Ook psychologisch is het moeilijk. Als ik een van de weinigen ben die stopt met autorijden, ben ik daar de dupe van, terwijl iedereen om me heen zijn leven niet aanpast. Je hebt het gevoel dat je zelf een groot offer brengt voor een druppel op een hete plaat en voor een anoniem geheel.
“Dat is zo. En toch zouden we dat grotere geheel voor ogen moeten houden. In het nieuwe rapport van de Club van Rome, dat begin november verschijnt – Earth for All: a Survival Guide for Humanity – zal staan dat de armste helft van de wereldbevolking voor slechts 10 procent milieudruk verantwoordelijk is, terwijl de rijkste 10 procent dat voor 70 procent is. Wij behoren tot die rijkste 10 procent. Wij hebben dus wel degelijk de knoppen in handen.
“Je kunt vinden dat wij de dupe zijn als we niet meer met de auto mogen rijden, maar een Afrikaan kan er helemaal niks aan doen dat hij kilometers lang moet wandelen om drinkbaar water te vinden. En als die Afrikaan dan op een gegeven moment naar Europa wil, omdat het hier beter is, willen we dat ook weer niet.”

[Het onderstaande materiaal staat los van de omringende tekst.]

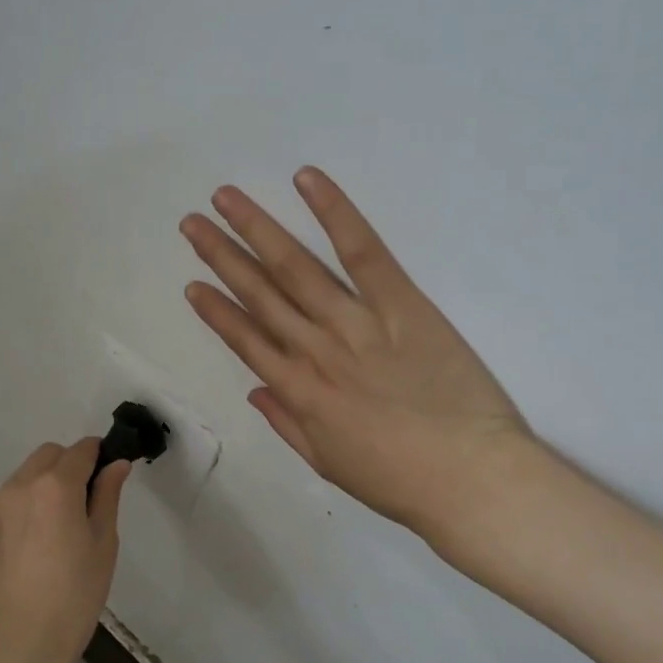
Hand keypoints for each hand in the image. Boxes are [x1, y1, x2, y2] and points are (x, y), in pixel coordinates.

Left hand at [0, 438, 131, 662]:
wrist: (16, 644)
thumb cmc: (72, 597)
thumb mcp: (103, 545)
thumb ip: (107, 497)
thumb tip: (116, 464)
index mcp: (56, 486)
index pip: (81, 450)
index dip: (100, 455)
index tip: (112, 474)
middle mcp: (21, 485)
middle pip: (50, 455)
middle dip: (72, 464)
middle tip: (90, 501)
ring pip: (28, 474)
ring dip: (49, 481)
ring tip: (65, 524)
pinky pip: (13, 497)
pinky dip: (31, 501)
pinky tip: (43, 539)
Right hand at [181, 167, 531, 542]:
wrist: (470, 479)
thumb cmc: (401, 481)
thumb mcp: (331, 465)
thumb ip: (287, 425)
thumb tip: (255, 391)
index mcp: (299, 392)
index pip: (246, 341)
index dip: (216, 311)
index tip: (192, 284)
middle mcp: (315, 349)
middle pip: (260, 294)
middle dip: (221, 256)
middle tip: (192, 223)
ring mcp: (355, 322)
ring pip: (296, 267)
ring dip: (257, 229)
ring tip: (226, 199)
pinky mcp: (401, 303)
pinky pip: (362, 251)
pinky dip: (334, 213)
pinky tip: (306, 181)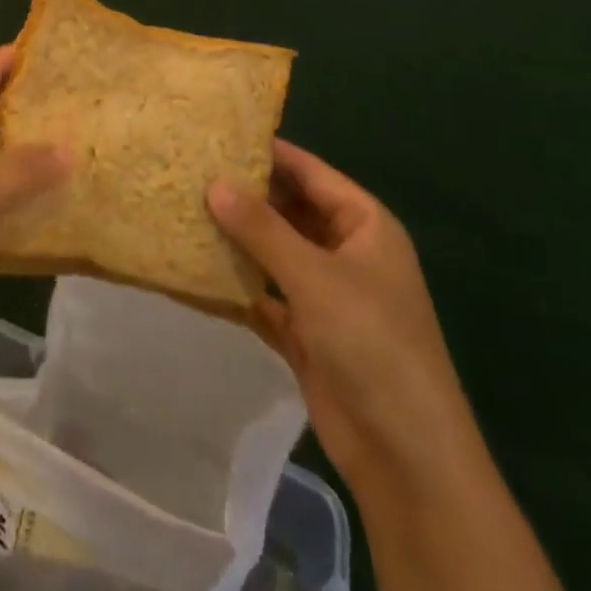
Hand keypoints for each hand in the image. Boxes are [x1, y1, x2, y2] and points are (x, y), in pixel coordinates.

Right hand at [207, 141, 472, 487]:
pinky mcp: (307, 331)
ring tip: (185, 209)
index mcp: (363, 224)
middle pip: (289, 209)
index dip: (267, 151)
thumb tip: (214, 183)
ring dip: (238, 238)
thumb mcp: (314, 276)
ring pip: (274, 251)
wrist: (406, 456)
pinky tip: (196, 268)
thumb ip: (262, 228)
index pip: (309, 172)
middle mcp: (345, 250)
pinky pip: (266, 293)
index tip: (216, 134)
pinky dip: (238, 283)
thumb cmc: (371, 343)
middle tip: (190, 171)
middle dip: (245, 194)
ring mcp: (325, 293)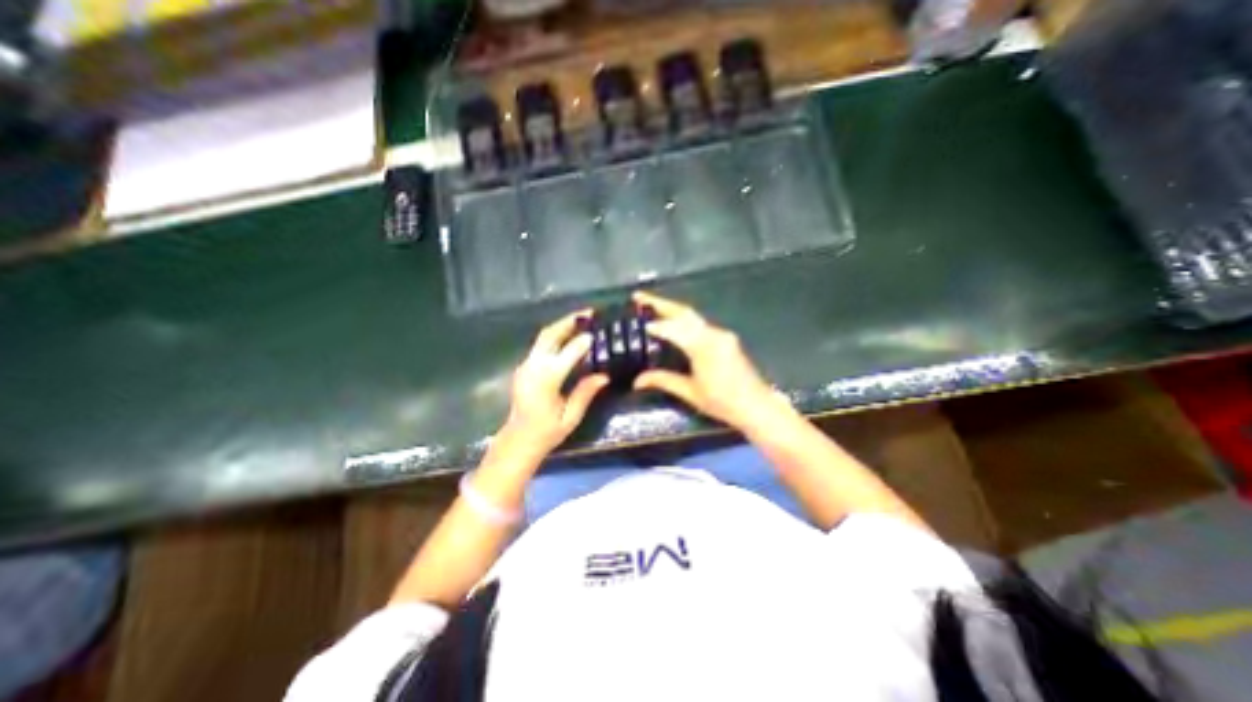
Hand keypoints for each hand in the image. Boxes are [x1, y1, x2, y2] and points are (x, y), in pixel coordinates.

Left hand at [501, 309, 613, 456]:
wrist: (518, 440)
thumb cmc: (546, 432)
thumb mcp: (571, 417)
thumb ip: (585, 393)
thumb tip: (604, 375)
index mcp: (545, 381)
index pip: (566, 354)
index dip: (582, 342)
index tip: (596, 332)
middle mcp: (532, 368)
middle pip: (549, 336)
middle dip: (568, 322)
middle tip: (588, 314)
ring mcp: (525, 366)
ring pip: (543, 337)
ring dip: (562, 326)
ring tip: (581, 320)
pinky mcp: (524, 367)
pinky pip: (541, 345)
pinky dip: (556, 335)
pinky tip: (569, 336)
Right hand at [637, 288, 779, 429]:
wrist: (756, 405)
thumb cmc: (723, 402)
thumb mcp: (691, 392)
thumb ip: (664, 380)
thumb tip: (637, 380)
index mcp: (704, 347)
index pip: (675, 329)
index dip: (656, 325)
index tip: (638, 324)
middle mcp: (714, 334)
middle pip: (684, 313)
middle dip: (660, 303)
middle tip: (639, 297)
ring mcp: (721, 334)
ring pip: (692, 316)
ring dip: (671, 309)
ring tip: (650, 306)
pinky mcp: (725, 338)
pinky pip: (699, 324)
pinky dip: (682, 320)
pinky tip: (672, 323)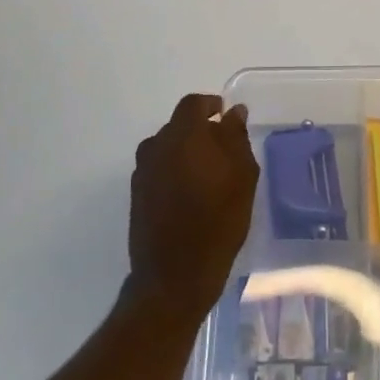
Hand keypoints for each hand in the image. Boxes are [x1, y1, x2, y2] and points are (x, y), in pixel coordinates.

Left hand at [126, 95, 257, 322]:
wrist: (174, 275)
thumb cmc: (217, 221)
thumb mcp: (242, 176)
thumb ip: (236, 138)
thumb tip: (233, 112)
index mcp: (183, 136)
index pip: (193, 104)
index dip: (211, 105)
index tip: (226, 117)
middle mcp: (157, 146)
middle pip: (179, 125)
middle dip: (200, 131)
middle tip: (224, 152)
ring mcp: (143, 172)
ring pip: (167, 147)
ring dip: (186, 152)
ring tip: (208, 175)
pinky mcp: (137, 195)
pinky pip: (159, 169)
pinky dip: (174, 171)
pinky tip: (191, 193)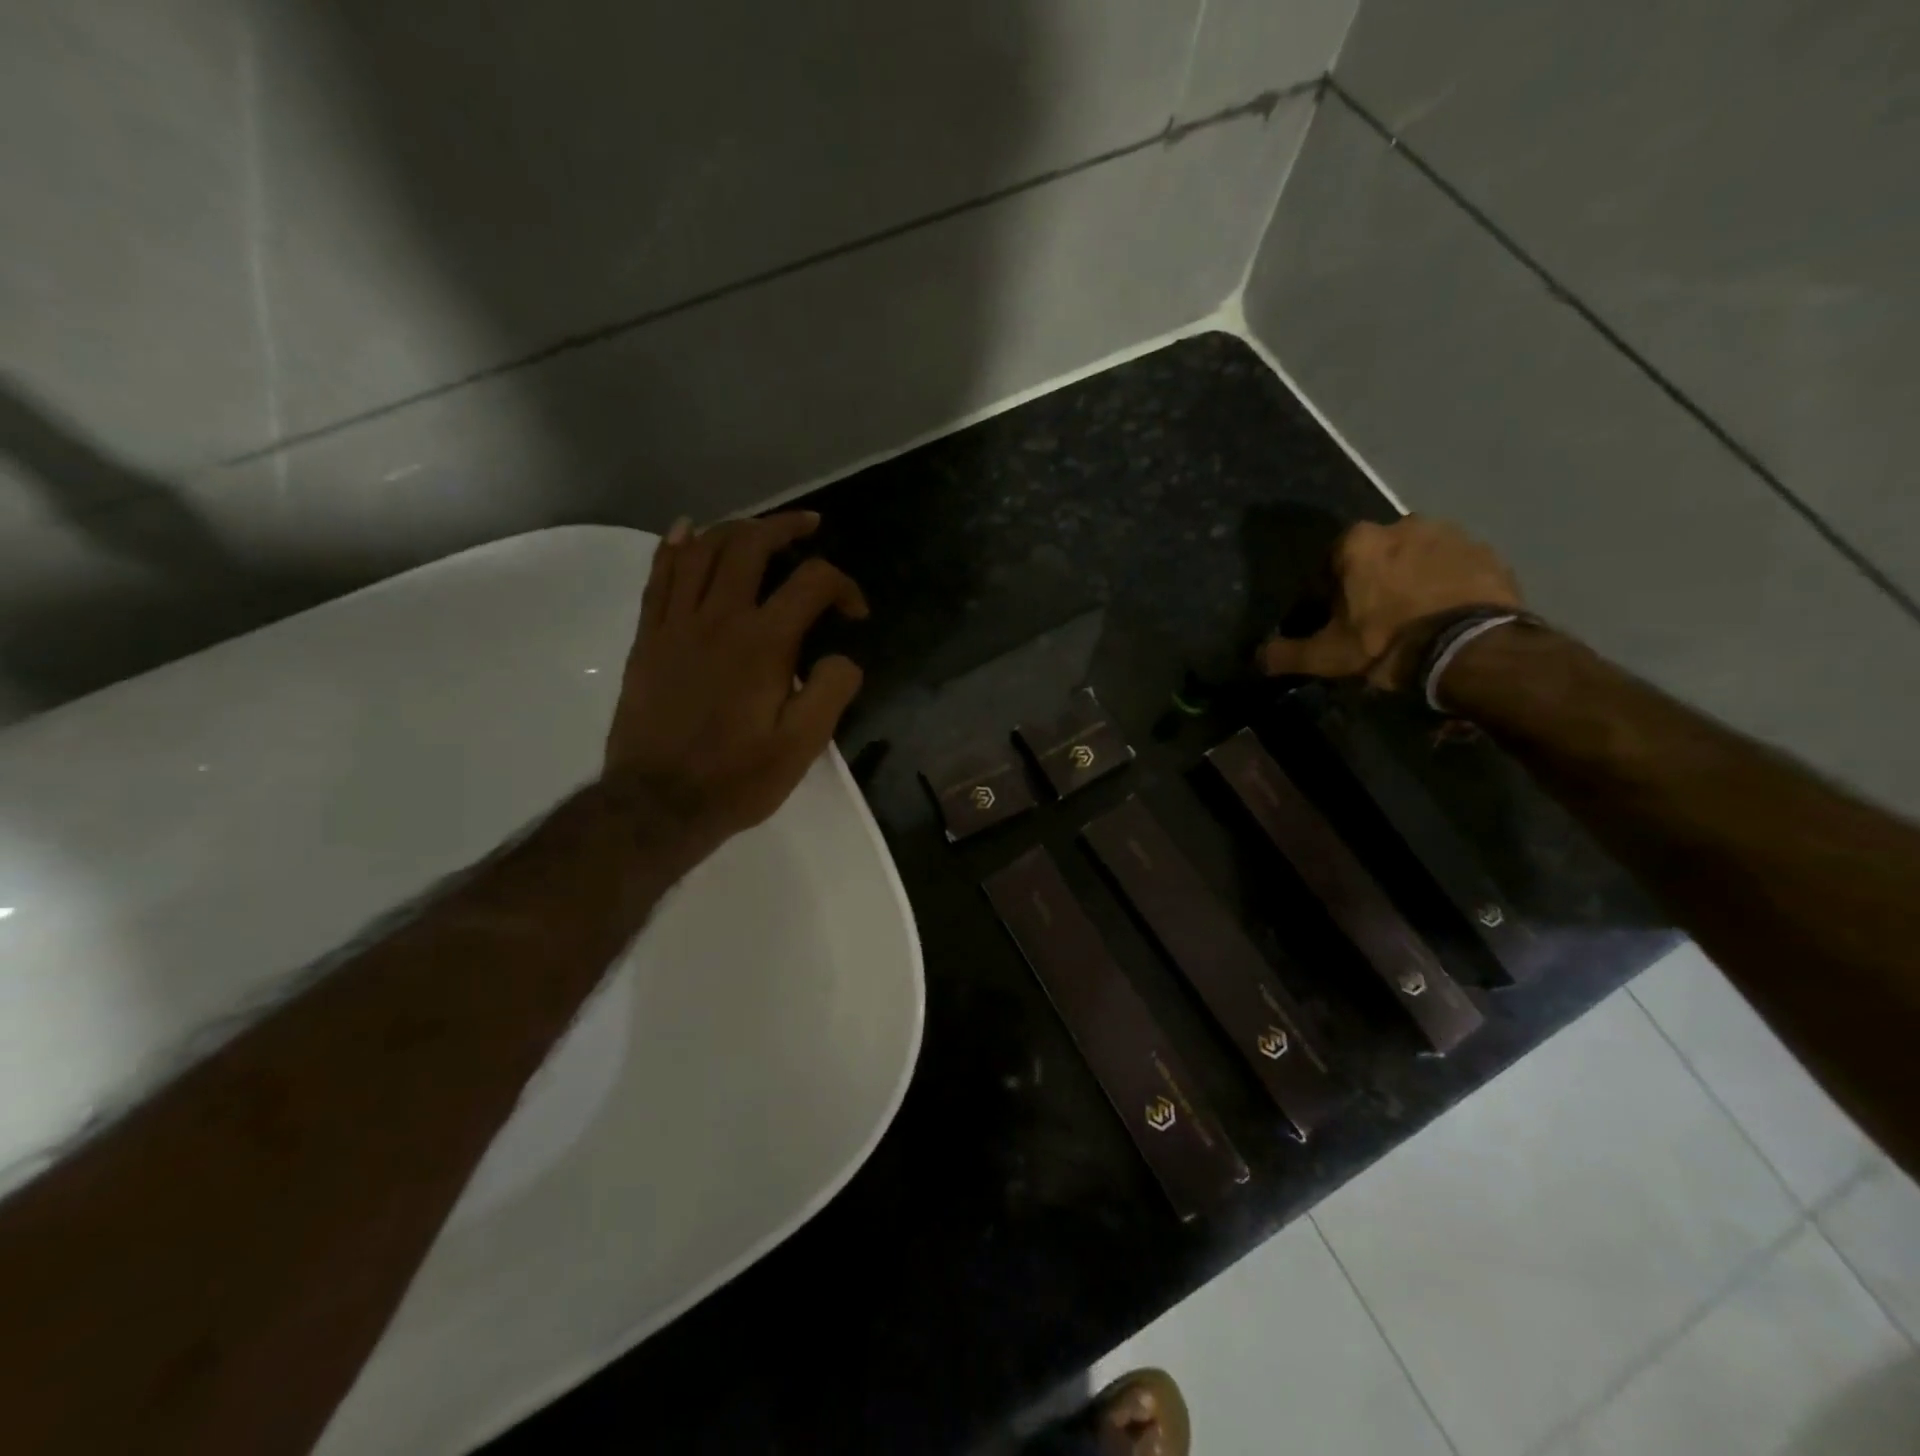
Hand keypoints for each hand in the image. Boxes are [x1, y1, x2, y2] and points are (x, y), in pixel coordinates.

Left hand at [603, 511, 868, 863]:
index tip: (855, 614)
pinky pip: (659, 576)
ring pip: (703, 550)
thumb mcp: (803, 745)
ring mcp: (676, 624)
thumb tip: (844, 657)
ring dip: (736, 528)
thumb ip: (832, 691)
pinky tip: (687, 530)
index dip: (843, 586)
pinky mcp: (648, 638)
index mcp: (763, 642)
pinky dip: (674, 546)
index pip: (812, 582)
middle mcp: (719, 618)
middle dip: (786, 527)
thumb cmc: (737, 777)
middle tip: (810, 527)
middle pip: (751, 544)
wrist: (658, 804)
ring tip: (760, 527)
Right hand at [1258, 517, 1522, 689]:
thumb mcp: (1327, 655)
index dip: (1328, 594)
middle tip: (1376, 622)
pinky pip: (1455, 568)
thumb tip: (1258, 658)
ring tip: (1413, 621)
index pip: (1330, 564)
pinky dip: (1446, 587)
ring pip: (1417, 559)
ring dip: (1411, 581)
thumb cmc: (1386, 643)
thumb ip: (1286, 653)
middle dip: (1372, 582)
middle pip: (1376, 557)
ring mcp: (1451, 535)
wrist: (1471, 649)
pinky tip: (1444, 617)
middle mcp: (1403, 524)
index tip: (1335, 621)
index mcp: (1358, 542)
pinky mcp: (1488, 553)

Kunt u optimistisch blijven als wetenschapper?
“Dat moet wel, denk ik. Er treedt ook wel verbetering op. Ik ben 65 en groeide op in de tijd van de grote milieuvervuiling. Vergeleken met toen is het water schoner en kwamen er meer natuurreservaten. Europa besteedt de laatste jaren ook veel aandacht – en grote sommen geld – aan herstel en behoud van natuur. Dus ja, de geesten rijpen. Alleen weet ik niet of het snel genoeg zal zijn.”